_TRY IT_
Leave out the pictures and print the rest of the entries exactly as they stand.

_WORKING DATA_
= = = =
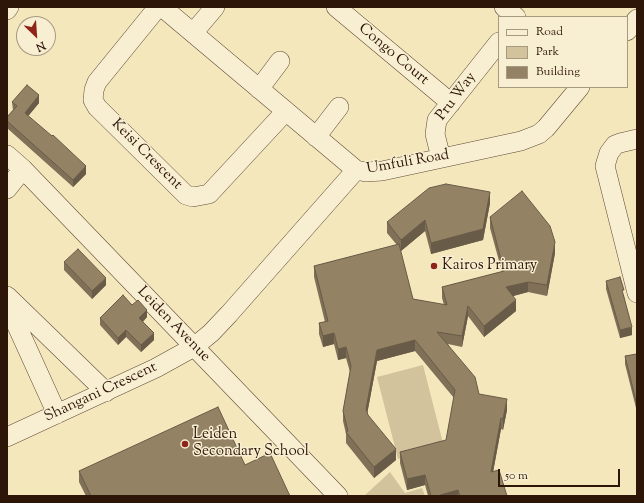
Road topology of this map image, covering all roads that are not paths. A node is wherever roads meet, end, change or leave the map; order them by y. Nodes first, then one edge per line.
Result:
1 (9, 7) edge
2 (158, 7) edge
3 (162, 7) edge
4 (214, 7) edge
5 (336, 7) edge
6 (504, 7) edge
7 (527, 7) edge
8 (7, 10) edge
9 (517, 16) edge
10 (519, 16) edge
11 (637, 19) edge
12 (628, 30) edge
13 (193, 33) junction
14 (498, 43) edge
15 (280, 61) dead end
16 (579, 88) edge
17 (259, 89) junction
18 (451, 103) junction
19 (339, 107) dead end
20 (286, 112) junction
21 (316, 137) junction
22 (637, 139) edge
23 (7, 155) edge
24 (441, 158) junction
25 (23, 169) junction
26 (356, 170) junction
27 (7, 189) edge
28 (630, 238) edge
29 (637, 293) edge
30 (7, 296) edge
31 (7, 304) edge
32 (194, 347) junction
33 (106, 392) junction
34 (57, 414) junction
35 (7, 437) edge
36 (338, 496) edge

1 - 8 street
2 - 20 street, Keisi Crescent
3 - 13 street
4 - 13 street
5 - 18 street, Congo Court
6 - 9 street
7 - 10 street
11 - 12 street
13 - 17 street
14 - 18 street, Pru Way
15 - 17 street
16 - 24 street, Umfuli Road
17 - 20 street
18 - 24 street, Pru Way
19 - 21 street
20 - 21 street
21 - 26 street
22 - 28 street
23 - 25 street, Leiden Avenue
24 - 26 street, Umfuli Road
25 - 27 street
25 - 32 street, Leiden Avenue
26 - 32 street, Umfuli Road
28 - 29 street
30 - 33 street
31 - 34 street
32 - 33 street, Shangani Crescent
32 - 36 street, Leiden Avenue
33 - 34 street, Shangani Crescent
34 - 35 street, Shangani Crescent

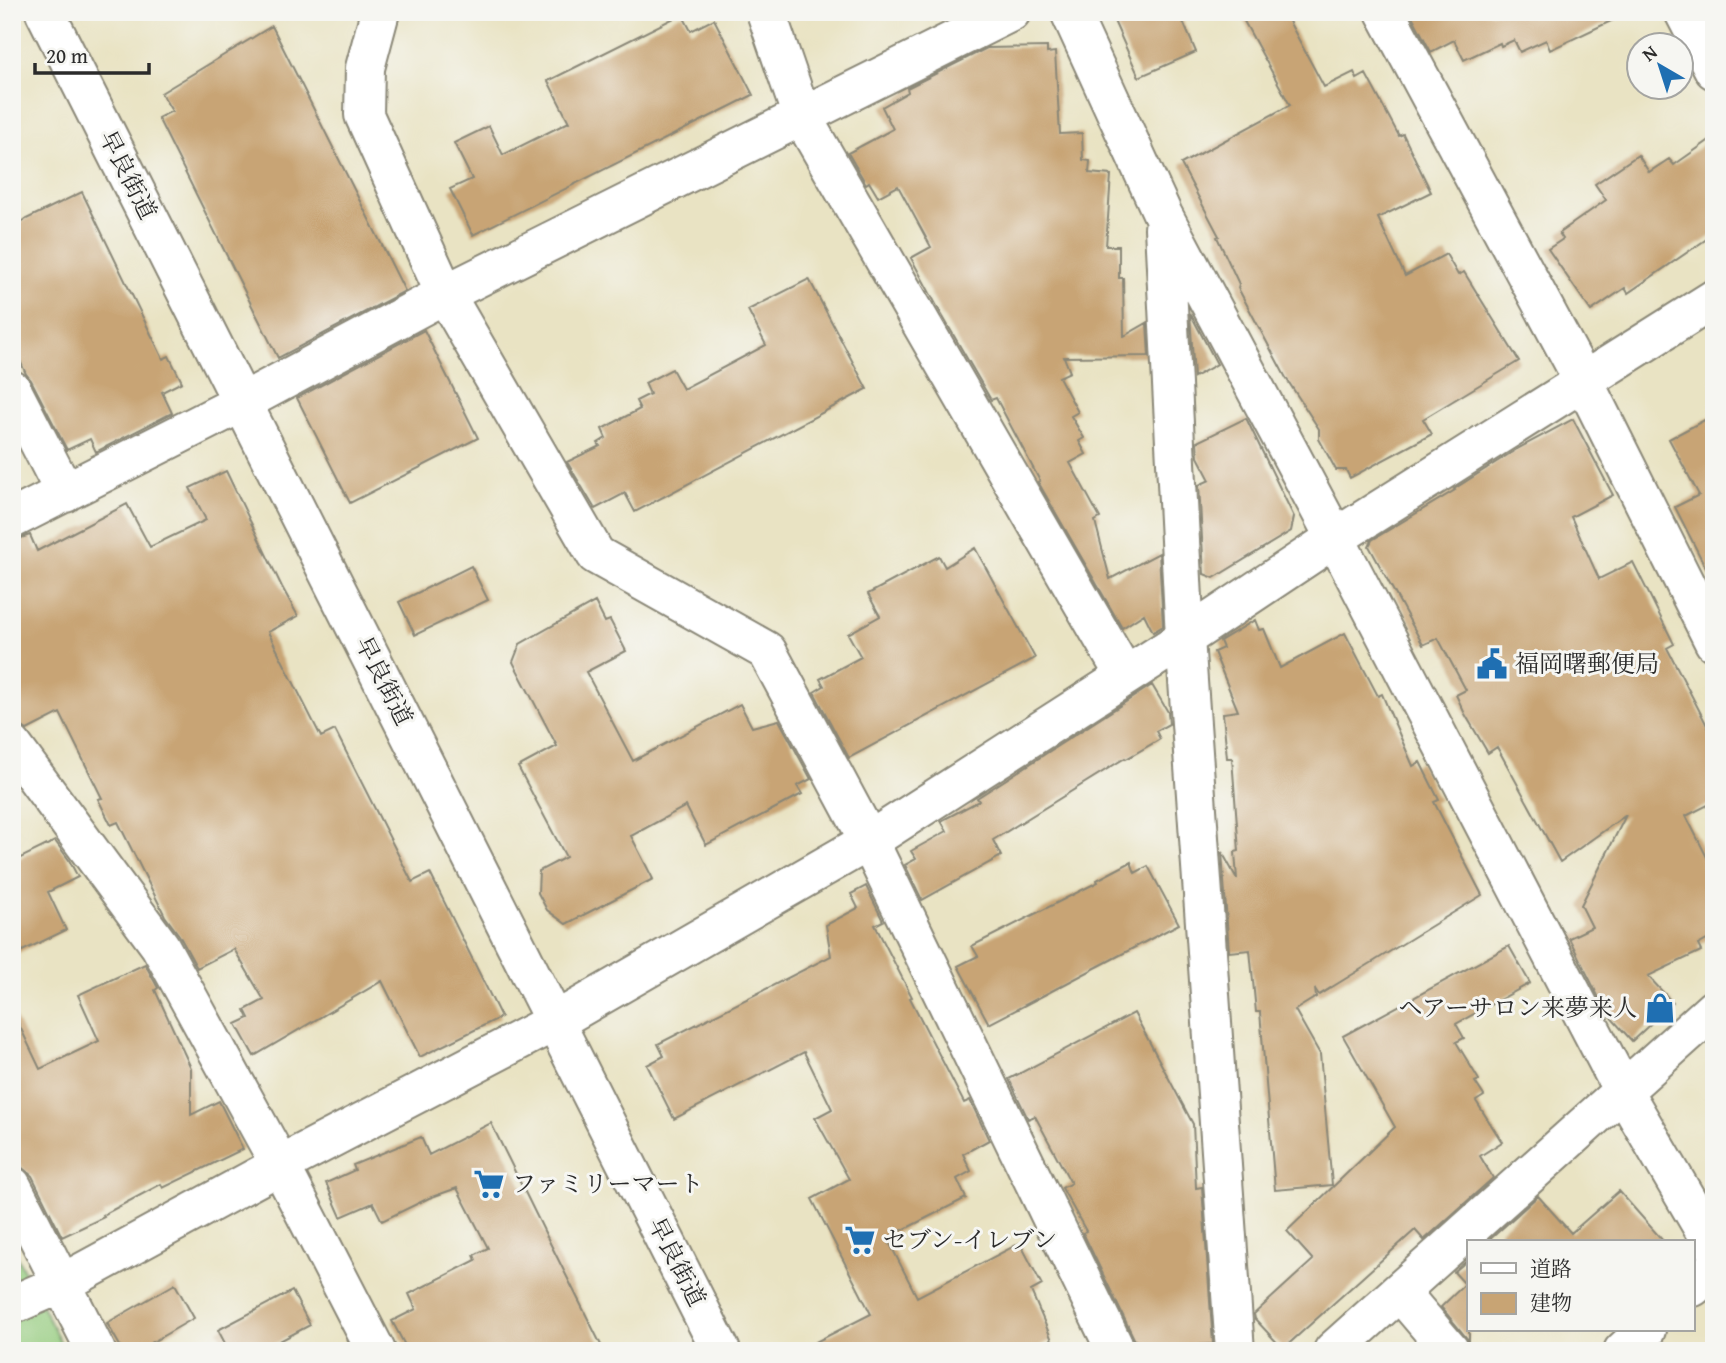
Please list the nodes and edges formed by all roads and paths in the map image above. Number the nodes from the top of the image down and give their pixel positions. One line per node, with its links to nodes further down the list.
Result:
= = = =
_TASK RESULT_
Road topology of this map image, covering all roads that are not paths. A node is wherever roads meet, end, change or leave the map; order them by y. Nodes first, then one edge per line.
Result:
1 (9, 7) edge
2 (158, 7) edge
3 (162, 7) edge
4 (214, 7) edge
5 (336, 7) edge
6 (504, 7) edge
7 (527, 7) edge
8 (7, 10) edge
9 (517, 16) edge
10 (519, 16) edge
11 (637, 19) edge
12 (628, 30) edge
13 (193, 33) junction
14 (498, 43) edge
15 (280, 61) dead end
16 (579, 88) edge
17 (259, 89) junction
18 (451, 103) junction
19 (339, 107) dead end
20 (286, 112) junction
21 (316, 137) junction
22 (637, 139) edge
23 (7, 155) edge
24 (441, 158) junction
25 (23, 169) junction
26 (356, 170) junction
27 (7, 189) edge
28 (630, 238) edge
29 (637, 293) edge
30 (7, 296) edge
31 (7, 304) edge
32 (194, 347) junction
33 (106, 392) junction
34 (57, 414) junction
35 (7, 437) edge
36 (338, 496) edge

1 - 8 street
2 - 20 street, Keisi Crescent
3 - 13 street
4 - 13 street
5 - 18 street, Congo Court
6 - 9 street
7 - 10 street
11 - 12 street
13 - 17 street
14 - 18 street, Pru Way
15 - 17 street
16 - 24 street, Umfuli Road
17 - 20 street
18 - 24 street, Pru Way
19 - 21 street
20 - 21 street
21 - 26 street
22 - 28 street
23 - 25 street, Leiden Avenue
24 - 26 street, Umfuli Road
25 - 27 street
25 - 32 street, Leiden Avenue
26 - 32 street, Umfuli Road
28 - 29 street
30 - 33 street
31 - 34 street
32 - 33 street, Shangani Crescent
32 - 36 street, Leiden Avenue
33 - 34 street, Shangani Crescent
34 - 35 street, Shangani Crescent

Please list the nodes and edges formed by all roads and paths in the map image above. Number the nodes from the top of the image down and give their pixel positions. One line per node, with its links to nodes further down the list.
Result:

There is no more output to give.